## The records
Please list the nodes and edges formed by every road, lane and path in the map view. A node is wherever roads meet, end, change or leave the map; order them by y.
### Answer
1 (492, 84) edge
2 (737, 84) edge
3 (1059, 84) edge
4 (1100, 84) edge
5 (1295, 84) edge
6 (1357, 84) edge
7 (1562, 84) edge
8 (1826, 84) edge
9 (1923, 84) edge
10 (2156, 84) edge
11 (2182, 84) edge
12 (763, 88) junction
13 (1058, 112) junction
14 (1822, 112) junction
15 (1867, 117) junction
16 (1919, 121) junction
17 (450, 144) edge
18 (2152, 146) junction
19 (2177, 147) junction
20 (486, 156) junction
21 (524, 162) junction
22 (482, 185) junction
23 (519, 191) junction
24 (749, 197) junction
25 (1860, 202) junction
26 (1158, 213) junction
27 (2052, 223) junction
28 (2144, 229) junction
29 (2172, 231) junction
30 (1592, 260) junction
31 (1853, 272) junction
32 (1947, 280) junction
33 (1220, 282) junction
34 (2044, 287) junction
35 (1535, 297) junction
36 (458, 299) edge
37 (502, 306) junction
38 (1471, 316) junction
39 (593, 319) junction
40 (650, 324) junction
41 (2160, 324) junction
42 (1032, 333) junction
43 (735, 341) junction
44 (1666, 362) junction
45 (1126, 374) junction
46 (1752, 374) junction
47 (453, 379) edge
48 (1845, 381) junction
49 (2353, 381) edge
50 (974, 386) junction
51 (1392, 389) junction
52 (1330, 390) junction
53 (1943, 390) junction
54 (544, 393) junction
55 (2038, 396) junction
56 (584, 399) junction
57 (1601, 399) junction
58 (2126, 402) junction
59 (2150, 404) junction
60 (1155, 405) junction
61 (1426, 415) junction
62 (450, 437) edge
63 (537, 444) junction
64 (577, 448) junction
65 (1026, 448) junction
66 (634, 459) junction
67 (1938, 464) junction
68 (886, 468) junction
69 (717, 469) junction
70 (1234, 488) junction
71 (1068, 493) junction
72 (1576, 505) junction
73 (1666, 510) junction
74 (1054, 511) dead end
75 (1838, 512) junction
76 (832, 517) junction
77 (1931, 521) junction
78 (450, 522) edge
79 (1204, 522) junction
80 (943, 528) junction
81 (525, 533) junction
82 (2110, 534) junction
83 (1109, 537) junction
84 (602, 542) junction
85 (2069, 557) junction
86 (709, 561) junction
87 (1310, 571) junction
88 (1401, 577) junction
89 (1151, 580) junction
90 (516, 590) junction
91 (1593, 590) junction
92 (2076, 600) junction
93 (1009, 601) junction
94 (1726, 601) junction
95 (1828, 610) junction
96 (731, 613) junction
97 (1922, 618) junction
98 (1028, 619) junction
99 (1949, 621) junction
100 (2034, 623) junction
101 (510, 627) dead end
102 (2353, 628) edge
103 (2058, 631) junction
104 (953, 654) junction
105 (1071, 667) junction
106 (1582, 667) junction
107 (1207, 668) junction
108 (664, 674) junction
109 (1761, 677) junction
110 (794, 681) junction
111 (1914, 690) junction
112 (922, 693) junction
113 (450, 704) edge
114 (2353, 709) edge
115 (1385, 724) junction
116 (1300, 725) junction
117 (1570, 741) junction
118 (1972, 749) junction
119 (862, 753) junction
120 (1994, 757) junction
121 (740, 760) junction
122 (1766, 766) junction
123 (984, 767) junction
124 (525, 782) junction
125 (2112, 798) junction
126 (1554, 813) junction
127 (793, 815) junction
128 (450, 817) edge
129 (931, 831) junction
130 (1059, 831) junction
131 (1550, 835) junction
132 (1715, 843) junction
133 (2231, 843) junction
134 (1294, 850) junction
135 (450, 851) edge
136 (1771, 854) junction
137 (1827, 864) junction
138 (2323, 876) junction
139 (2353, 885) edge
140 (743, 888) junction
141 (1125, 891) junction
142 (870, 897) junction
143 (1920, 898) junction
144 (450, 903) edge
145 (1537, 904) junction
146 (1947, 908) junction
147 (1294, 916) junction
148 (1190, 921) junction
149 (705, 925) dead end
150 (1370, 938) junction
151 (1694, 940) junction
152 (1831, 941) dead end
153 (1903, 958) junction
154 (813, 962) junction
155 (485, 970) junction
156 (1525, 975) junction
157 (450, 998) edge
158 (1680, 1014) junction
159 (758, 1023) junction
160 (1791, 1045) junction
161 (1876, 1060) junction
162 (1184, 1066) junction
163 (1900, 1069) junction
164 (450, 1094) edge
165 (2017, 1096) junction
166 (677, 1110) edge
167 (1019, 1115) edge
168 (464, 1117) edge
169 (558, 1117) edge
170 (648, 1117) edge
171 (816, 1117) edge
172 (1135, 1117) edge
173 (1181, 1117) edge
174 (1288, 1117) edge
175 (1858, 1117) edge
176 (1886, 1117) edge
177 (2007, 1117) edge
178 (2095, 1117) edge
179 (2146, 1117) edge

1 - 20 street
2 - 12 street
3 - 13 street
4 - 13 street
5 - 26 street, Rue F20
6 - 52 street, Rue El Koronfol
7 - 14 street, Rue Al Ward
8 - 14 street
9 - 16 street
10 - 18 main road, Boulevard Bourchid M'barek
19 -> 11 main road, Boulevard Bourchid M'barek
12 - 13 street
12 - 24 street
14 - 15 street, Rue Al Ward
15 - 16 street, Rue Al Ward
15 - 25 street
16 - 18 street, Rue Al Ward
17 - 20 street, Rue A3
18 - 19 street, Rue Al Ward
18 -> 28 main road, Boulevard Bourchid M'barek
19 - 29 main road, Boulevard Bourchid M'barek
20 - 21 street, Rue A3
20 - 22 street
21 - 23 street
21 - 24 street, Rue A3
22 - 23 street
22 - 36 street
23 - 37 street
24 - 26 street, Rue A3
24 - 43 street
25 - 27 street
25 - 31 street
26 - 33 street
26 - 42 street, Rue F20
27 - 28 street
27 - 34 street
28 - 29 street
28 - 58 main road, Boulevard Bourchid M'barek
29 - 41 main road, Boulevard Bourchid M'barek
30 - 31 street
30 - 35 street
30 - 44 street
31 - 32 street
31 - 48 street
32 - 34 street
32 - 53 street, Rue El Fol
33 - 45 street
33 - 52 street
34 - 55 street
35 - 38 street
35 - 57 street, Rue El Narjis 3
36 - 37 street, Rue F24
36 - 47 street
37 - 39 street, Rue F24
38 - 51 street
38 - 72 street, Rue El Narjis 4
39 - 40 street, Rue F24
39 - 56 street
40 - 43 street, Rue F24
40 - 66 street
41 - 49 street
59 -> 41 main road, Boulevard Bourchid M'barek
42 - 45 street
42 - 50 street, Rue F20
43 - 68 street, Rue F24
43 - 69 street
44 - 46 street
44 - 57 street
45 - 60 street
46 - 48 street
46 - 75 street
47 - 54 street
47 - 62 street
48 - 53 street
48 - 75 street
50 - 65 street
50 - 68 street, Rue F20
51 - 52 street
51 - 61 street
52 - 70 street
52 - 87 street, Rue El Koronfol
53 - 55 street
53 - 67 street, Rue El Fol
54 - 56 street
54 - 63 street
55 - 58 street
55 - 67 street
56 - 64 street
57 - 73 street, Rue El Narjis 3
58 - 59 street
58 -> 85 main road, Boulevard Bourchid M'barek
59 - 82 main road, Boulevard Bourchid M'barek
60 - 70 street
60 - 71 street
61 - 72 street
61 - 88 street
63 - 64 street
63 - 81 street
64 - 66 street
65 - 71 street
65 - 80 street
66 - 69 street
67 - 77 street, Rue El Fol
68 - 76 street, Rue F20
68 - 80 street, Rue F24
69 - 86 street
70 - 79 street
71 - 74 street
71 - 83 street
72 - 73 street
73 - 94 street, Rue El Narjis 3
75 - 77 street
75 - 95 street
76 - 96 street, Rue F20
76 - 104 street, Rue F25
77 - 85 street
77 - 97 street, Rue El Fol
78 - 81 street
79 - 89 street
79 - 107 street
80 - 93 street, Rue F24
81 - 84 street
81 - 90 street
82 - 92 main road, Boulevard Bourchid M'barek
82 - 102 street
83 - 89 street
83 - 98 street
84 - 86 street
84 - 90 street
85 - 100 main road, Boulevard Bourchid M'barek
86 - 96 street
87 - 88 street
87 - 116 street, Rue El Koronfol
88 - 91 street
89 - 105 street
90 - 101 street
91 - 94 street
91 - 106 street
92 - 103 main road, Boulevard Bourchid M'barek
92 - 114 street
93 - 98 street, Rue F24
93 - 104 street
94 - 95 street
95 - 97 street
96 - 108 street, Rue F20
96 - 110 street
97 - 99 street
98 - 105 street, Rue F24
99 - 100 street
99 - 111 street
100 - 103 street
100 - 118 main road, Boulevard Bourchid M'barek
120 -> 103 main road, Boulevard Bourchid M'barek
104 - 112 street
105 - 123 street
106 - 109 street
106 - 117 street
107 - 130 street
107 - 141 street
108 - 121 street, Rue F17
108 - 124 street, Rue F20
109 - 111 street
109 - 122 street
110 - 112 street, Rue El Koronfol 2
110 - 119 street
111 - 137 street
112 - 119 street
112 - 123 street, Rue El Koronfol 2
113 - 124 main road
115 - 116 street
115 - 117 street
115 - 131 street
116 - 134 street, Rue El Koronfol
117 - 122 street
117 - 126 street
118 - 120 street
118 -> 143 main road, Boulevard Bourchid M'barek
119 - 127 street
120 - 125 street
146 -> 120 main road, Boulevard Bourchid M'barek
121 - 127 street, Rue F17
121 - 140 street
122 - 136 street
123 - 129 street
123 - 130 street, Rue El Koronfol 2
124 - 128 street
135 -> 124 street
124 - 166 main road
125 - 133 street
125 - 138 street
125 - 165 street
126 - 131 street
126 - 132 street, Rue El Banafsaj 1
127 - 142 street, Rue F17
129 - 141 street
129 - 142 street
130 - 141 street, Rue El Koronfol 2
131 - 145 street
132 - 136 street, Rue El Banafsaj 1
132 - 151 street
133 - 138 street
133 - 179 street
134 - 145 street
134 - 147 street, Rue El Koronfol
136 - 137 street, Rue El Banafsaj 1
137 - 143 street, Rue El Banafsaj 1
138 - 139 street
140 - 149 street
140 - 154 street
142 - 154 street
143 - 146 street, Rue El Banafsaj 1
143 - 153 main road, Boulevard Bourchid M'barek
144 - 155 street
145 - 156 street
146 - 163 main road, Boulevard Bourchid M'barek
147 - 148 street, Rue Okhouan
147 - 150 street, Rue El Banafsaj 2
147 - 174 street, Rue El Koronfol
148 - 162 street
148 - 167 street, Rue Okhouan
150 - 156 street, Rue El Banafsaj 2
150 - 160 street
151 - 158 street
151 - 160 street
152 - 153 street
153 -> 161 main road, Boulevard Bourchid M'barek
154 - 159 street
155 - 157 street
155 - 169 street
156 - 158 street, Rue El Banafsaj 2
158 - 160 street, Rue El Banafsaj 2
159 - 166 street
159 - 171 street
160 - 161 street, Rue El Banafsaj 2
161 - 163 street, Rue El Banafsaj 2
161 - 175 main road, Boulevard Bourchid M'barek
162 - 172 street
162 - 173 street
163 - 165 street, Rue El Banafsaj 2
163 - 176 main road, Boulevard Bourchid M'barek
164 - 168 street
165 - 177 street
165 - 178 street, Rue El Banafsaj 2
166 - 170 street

## Assignment
Using the records given above, list every line that includes the word "Okhouan".

## Completed exercise
147 - 148 street, Rue Okhouan
148 - 167 street, Rue Okhouan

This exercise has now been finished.